Север хмыкнул и указал на свободный стол:
– Сойдет. Присаживайся, Медный, расскажешь, что тебя сюда привело, а заодно, кто тебя так отделал по дороге.
Ред сел на предложенное место, но тут же покосился на герольда, тот мельком взглянув на парня, снова повернулся к сцене.
– Не жмись, Медный. В такую рань дела не делаются, а все, что Ауру надо, он и так знает. Он тут ради новой песни Воробья и особых гостей Мура.
Особые гости.
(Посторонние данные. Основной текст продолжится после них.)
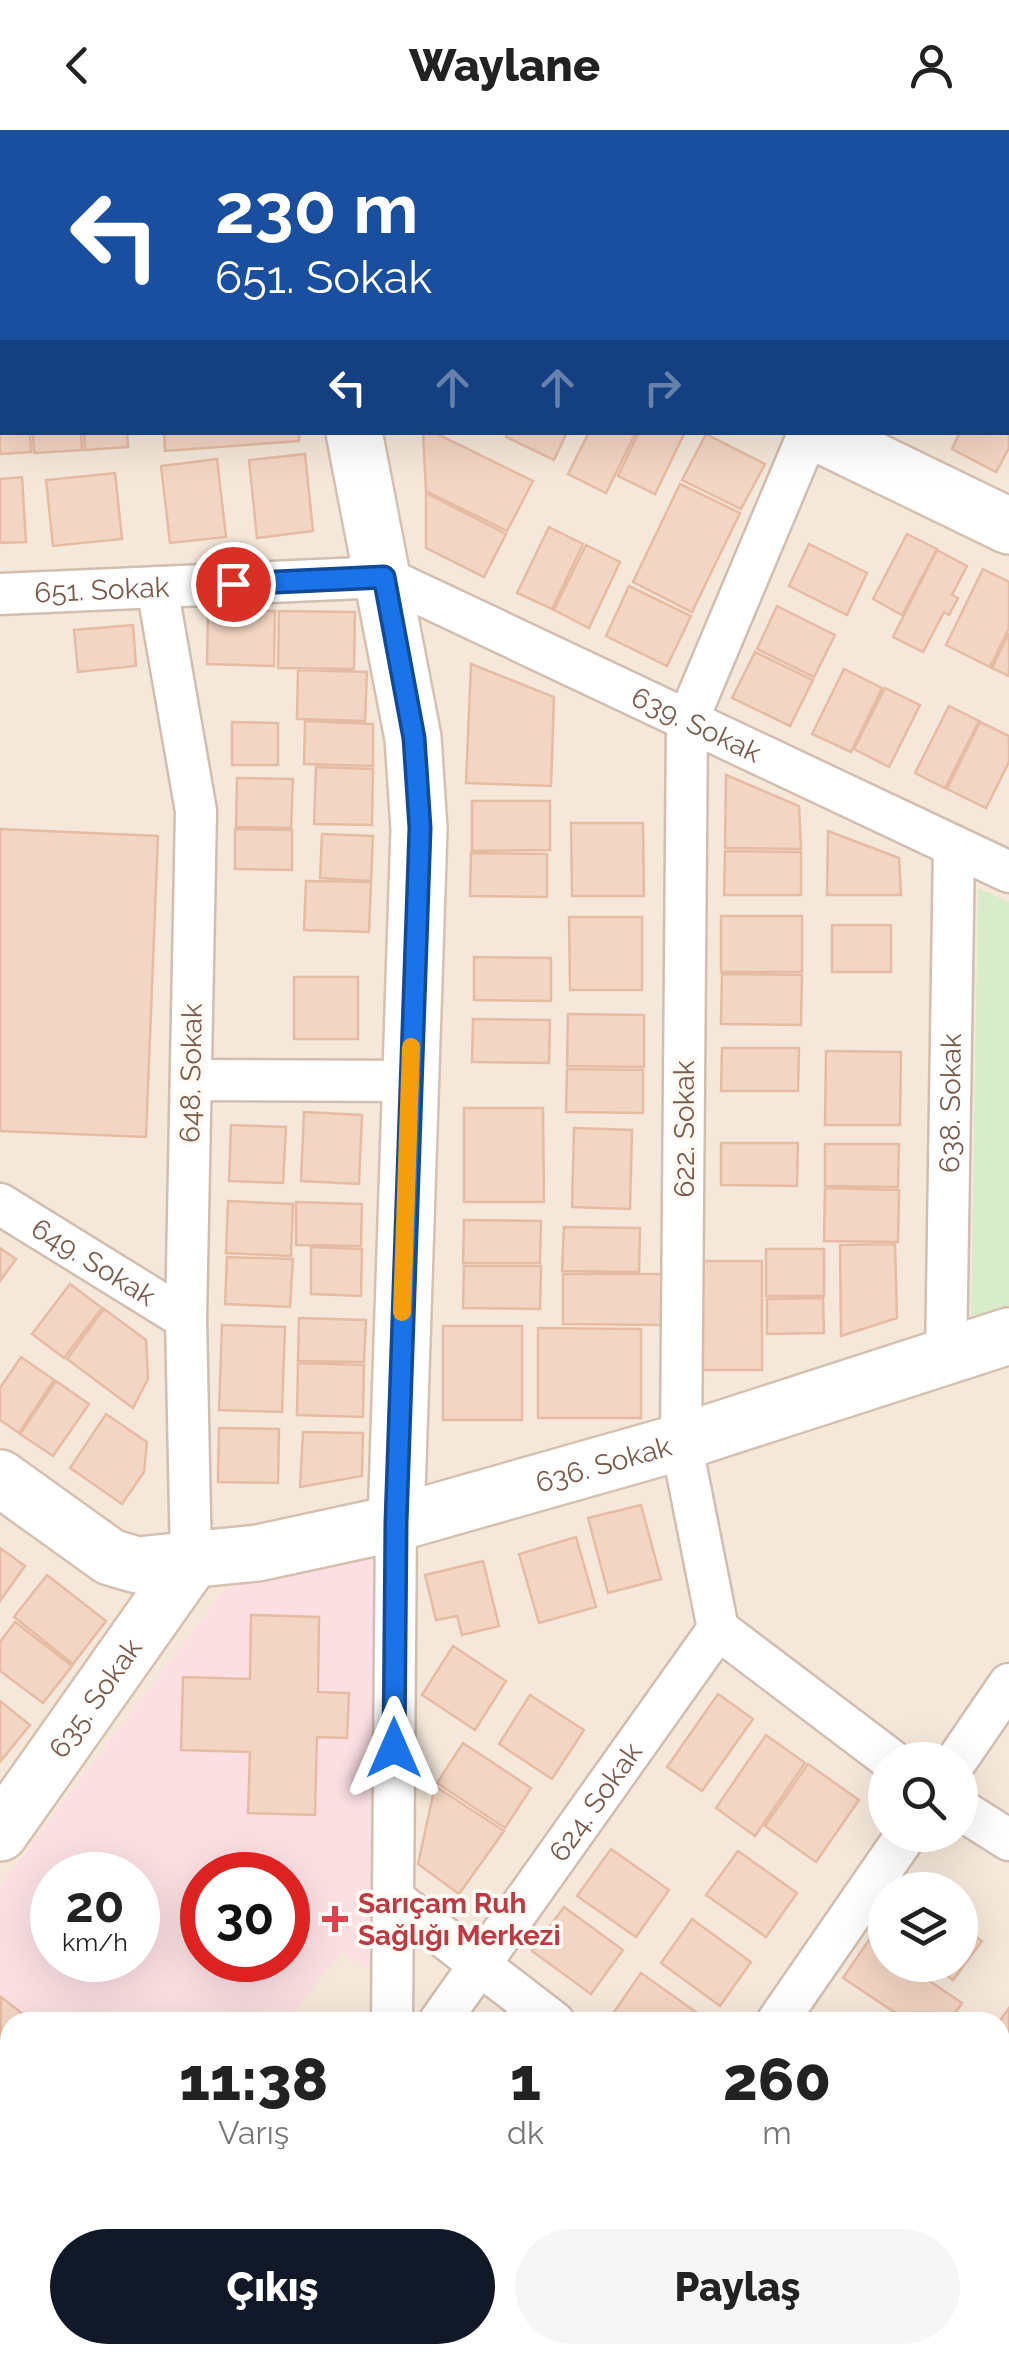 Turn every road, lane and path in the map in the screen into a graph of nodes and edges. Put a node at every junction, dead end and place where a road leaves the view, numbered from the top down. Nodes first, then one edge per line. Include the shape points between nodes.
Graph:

Ушастые милашки в платьях горничных. Вспомнился сосущий бычок клерк без подбородка. Аврора… Череп прострелило болью. Ред оперся на стол, положив лоб на ладонь.
– Босс, я не могу. Он накидал Вилли Палтусу, – хохотнул, опершийся о перила одноглазый.
– Проводнику? – поперхнулся Айзек. Даже его брат отвлекся от разработки нового танца и глянул на Реда, как и Мур.
– Вы неплохо держитесь для ходячего трупа, юноша, – заметил маркиз.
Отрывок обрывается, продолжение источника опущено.